EXERCISE REQUIREMENTS: Below are the entries; return every line among them that holds the word "lane".

Saved entries:
........

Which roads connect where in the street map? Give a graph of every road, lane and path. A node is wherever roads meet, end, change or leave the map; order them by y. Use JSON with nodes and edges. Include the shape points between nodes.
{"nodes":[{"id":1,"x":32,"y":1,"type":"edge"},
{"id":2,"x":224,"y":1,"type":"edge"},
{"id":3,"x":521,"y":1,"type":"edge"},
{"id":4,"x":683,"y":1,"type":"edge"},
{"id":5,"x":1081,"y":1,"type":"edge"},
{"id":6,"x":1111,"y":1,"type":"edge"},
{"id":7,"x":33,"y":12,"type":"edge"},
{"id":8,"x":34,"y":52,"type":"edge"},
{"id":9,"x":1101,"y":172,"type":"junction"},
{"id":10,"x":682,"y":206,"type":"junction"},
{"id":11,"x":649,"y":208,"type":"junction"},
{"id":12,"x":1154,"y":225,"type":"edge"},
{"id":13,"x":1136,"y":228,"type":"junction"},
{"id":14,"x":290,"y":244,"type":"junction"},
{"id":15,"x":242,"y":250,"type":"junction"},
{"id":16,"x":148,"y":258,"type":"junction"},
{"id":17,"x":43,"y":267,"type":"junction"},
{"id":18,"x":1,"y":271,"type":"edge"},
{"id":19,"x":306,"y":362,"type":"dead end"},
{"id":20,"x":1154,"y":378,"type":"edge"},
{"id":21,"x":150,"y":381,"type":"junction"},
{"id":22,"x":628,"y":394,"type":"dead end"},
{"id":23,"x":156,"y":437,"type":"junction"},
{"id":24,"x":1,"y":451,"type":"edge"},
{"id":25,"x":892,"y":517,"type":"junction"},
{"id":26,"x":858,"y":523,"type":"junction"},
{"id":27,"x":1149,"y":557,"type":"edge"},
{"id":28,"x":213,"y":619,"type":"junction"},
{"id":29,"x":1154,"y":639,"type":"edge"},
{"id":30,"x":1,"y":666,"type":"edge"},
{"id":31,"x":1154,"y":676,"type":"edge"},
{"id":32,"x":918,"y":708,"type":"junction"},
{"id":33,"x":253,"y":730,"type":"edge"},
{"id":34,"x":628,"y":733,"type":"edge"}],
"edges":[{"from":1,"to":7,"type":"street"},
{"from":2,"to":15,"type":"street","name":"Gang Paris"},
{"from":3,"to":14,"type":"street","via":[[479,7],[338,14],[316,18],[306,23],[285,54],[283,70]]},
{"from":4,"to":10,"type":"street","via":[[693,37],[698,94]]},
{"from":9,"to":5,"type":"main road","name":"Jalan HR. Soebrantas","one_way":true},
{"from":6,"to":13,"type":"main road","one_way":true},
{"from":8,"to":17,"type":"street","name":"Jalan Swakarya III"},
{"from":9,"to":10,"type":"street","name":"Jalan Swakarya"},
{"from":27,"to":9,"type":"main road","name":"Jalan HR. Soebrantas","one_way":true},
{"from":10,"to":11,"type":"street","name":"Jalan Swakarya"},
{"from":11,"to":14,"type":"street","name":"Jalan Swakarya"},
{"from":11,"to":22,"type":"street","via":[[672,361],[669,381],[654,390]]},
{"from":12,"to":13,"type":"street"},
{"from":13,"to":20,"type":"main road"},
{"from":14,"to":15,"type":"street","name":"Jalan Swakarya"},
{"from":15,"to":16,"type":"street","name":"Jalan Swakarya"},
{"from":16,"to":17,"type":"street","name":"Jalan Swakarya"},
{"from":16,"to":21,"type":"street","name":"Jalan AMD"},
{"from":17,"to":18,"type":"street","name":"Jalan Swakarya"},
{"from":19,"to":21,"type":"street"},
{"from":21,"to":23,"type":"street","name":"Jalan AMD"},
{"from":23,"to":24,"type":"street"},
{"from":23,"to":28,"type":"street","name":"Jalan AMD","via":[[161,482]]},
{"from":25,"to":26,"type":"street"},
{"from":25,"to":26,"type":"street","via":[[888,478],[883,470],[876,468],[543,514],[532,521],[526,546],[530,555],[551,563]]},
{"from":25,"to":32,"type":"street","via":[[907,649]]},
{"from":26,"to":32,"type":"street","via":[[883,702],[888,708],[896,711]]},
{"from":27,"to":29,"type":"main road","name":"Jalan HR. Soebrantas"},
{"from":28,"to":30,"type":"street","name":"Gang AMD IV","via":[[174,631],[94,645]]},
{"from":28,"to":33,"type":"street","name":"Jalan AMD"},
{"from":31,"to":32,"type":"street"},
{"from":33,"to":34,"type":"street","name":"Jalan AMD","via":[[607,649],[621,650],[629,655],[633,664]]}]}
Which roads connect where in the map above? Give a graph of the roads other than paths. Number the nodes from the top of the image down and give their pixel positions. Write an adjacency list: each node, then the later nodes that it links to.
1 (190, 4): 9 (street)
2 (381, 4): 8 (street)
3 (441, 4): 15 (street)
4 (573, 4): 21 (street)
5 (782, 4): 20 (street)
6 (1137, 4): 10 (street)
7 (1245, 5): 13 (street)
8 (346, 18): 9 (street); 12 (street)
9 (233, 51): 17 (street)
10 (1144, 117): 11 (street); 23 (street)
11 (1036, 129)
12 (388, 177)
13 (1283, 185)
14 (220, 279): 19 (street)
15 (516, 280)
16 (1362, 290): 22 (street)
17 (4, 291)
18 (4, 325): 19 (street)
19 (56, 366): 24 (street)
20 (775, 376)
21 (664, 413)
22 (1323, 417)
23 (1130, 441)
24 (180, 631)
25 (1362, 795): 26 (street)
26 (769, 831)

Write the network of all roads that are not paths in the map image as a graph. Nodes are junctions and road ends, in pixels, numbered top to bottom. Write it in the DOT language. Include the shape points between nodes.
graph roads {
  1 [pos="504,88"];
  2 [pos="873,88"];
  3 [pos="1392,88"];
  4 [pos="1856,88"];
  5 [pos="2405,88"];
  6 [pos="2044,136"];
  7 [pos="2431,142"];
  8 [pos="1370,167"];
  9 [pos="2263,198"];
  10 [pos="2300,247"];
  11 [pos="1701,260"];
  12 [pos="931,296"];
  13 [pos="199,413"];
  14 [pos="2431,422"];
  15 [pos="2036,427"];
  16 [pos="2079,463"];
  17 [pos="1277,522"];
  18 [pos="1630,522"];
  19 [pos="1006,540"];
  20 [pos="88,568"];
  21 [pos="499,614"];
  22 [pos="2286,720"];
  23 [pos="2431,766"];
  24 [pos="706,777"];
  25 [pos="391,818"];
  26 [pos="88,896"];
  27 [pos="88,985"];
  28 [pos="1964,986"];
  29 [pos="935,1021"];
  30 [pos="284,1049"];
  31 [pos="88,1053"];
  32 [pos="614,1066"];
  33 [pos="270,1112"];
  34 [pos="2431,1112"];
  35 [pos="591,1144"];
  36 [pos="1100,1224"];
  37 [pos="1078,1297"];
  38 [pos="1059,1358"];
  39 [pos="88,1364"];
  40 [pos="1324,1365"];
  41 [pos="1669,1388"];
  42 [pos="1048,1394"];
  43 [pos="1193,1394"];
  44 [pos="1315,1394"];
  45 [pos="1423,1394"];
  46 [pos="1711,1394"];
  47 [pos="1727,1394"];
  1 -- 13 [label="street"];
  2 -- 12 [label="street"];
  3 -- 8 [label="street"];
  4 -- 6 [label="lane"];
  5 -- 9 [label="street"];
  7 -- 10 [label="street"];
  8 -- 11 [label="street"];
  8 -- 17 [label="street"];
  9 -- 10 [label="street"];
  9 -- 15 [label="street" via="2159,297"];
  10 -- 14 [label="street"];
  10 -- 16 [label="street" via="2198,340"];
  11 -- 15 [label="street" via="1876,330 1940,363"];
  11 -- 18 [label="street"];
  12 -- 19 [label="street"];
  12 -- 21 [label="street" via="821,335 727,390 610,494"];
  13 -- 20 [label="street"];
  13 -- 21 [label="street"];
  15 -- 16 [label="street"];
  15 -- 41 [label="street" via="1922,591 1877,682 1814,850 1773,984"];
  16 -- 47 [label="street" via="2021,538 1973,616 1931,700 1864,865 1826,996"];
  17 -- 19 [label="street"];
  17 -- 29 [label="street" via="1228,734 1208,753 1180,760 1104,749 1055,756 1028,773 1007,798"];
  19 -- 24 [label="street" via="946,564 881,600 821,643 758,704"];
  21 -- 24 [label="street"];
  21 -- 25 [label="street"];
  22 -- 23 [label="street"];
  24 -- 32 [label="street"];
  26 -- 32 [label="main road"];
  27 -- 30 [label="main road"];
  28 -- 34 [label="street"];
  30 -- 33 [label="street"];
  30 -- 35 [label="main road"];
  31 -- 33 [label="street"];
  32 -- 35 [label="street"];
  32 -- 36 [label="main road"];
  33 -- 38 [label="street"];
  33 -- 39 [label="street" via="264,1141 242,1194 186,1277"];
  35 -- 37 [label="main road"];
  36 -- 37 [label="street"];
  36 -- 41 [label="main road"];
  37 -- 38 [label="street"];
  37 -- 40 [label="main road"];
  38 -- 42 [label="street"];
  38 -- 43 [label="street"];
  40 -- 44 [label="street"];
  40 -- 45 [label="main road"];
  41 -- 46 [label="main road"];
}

........

SOLUTION:
Which roads connect where in the street map? Give a graph of every road, lane and path. A node is wherever roads meet, end, change or leave the map; order them by y. Use JSON with nodes and edges. Include the shape points between nodes.
  4 -- 6 [label="lane"];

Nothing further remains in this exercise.